Though Dhaka insisted the Gulshan café massacre was instigated by local Islamist fundamentalists, Indian and western intelligence agencies confirmed that Friday’s attack was mounted by the Bangladeshi module of the Islamic State led by Abu Ibrahim al-Hanif with foreigners as the main target.
Top government sources told HT that Indian agencies were briefed by their Bangladeshi counterparts on Saturday afternoon after being tight-lipped about the attack for more than 12 hours. The attack led to Indian agencies alerting the police in West Bengal and Assam, where the Jamaat-ul-Mujahideen Bangladesh (JMB) has been active since 2006.
The JMB terror group, which owes allegiance to the IS, declared West Bengal its 65th chapter in 2006. After a October 2, 2014 explosion in Burdwan, Indian security agencies busted the JMB’s bomb-making modules in West Bengal, Assam and Jharkhand, which had already sent five or six bomb consignments to Bangladesh. The chief bomb maker was identified as Hath Kata Nasrullah, who absconded and has been at large since.

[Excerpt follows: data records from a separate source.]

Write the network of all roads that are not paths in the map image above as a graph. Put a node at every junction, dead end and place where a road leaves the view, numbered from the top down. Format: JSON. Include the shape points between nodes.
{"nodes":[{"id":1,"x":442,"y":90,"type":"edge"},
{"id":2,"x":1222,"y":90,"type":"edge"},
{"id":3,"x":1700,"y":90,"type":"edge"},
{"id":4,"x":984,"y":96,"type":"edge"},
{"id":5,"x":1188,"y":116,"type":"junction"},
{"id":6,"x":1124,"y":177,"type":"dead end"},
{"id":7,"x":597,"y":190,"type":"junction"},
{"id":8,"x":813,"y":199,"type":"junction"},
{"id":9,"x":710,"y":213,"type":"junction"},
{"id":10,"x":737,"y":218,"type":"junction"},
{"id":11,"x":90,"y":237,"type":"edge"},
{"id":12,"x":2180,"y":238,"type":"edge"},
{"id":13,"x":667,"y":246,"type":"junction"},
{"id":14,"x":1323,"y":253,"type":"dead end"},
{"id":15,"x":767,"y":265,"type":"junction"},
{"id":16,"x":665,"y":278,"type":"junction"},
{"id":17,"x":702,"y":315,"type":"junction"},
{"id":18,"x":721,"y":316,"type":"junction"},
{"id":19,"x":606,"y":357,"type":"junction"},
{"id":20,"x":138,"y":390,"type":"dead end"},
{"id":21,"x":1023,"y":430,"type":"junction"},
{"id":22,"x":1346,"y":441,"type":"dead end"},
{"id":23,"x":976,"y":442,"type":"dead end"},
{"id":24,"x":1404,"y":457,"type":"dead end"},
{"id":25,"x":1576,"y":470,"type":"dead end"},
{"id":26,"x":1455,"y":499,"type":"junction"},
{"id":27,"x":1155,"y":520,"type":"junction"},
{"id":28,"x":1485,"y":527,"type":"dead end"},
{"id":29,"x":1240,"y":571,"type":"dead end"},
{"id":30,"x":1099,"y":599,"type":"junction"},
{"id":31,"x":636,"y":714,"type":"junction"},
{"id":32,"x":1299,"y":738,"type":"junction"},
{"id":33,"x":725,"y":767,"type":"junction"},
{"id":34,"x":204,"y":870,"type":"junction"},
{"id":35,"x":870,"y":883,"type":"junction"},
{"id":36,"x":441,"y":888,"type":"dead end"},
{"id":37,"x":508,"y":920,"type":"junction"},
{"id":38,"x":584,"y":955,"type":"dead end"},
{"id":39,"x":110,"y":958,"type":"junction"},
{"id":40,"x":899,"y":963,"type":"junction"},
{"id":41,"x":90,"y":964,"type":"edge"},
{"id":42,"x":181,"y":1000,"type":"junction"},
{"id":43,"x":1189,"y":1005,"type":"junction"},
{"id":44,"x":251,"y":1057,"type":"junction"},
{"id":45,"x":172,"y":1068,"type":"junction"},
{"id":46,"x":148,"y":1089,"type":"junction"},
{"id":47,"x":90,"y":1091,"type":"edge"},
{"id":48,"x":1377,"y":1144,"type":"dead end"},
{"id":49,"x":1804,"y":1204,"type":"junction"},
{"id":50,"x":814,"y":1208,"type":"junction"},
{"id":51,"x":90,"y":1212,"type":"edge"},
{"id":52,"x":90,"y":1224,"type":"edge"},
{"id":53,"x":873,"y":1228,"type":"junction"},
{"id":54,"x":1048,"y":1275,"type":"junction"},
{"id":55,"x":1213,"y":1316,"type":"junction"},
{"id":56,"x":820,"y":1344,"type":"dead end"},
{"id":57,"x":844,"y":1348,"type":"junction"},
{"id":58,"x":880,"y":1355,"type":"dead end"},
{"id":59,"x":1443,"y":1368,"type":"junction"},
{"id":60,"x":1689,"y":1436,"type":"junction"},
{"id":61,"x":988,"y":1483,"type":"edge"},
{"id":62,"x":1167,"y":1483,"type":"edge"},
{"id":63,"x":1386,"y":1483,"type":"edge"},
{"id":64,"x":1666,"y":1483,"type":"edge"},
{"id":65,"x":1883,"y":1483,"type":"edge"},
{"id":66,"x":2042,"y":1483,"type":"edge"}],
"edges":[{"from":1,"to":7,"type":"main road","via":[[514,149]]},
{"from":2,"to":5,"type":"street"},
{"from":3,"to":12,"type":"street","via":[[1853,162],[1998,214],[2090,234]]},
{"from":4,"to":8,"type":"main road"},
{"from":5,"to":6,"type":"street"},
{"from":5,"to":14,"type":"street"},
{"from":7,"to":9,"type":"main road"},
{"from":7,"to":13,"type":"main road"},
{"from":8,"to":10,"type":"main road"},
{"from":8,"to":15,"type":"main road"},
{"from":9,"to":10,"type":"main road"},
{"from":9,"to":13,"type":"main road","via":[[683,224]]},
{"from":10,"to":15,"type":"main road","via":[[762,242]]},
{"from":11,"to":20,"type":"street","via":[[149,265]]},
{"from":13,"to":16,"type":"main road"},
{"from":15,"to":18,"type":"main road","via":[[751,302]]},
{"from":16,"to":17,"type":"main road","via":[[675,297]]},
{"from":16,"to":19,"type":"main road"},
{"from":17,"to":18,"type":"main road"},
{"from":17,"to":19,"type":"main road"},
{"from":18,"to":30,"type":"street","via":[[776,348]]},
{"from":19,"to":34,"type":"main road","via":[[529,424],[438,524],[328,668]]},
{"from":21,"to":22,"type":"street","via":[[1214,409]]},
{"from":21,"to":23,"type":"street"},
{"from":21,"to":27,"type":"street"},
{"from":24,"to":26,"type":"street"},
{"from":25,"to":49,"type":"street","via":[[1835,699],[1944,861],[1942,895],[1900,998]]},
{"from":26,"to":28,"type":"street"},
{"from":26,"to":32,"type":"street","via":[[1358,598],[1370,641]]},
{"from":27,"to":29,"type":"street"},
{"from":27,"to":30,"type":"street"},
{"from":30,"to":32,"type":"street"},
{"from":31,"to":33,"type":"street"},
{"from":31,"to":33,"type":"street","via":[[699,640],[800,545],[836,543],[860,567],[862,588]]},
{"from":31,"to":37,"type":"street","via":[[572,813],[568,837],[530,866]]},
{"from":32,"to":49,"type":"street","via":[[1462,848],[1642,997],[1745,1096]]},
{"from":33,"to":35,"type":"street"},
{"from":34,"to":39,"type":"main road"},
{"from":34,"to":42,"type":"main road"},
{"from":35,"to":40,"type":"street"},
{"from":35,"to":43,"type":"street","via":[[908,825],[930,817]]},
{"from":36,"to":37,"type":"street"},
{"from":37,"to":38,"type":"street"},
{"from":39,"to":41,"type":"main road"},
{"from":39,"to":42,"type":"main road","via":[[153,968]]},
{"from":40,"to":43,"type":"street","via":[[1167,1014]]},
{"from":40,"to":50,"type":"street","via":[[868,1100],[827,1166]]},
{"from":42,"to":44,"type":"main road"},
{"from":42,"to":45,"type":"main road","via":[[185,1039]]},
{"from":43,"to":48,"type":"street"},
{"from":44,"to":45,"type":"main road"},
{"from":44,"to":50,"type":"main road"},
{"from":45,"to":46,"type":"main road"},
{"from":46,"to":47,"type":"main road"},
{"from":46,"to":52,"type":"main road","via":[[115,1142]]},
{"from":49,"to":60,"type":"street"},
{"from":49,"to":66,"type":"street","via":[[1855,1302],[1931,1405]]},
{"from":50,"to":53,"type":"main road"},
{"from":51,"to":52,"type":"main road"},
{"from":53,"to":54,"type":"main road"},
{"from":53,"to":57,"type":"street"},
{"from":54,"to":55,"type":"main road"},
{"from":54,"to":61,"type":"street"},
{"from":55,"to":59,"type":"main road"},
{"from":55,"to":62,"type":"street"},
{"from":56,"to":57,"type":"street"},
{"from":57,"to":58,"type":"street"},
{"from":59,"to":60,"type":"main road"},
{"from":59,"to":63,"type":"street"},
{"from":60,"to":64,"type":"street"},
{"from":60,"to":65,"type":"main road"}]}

Though the Sheikh Hasina government blamed recent attacks on local Islamists opposed to her regime, IS propaganda magazine Dabiq carried an article titled “The Revival of Jihad in Bengal with the spread of light of the Khilafah” in May.
The first evidence of IS activity in Bangladesh was available when Asif Adnan, Mohammed Faile Elahi and Samiun Rahaman were arrested for planning to travel to Syria to join the IS.
There has been a series of Indian intelligence inputs that a large number of Bangladeshis have been radicalised by the IS over the internet.
Consequent to the ban on the Hizb-ut-Tehrir, JMB, Harkat ul Jihad al-Islam, Ansarullah Bangla Team and Shaheed Hamza Brigade, their leaders formed groups with different names.
“The crackdown by the Bangladeshi government on terror groups has furthered the inclination of some radicals towards the IS. The mushrooming of radical Islamists has added to terrorist activity, with these groups capturing the online space in Bangladesh,” a senior intelligence official said.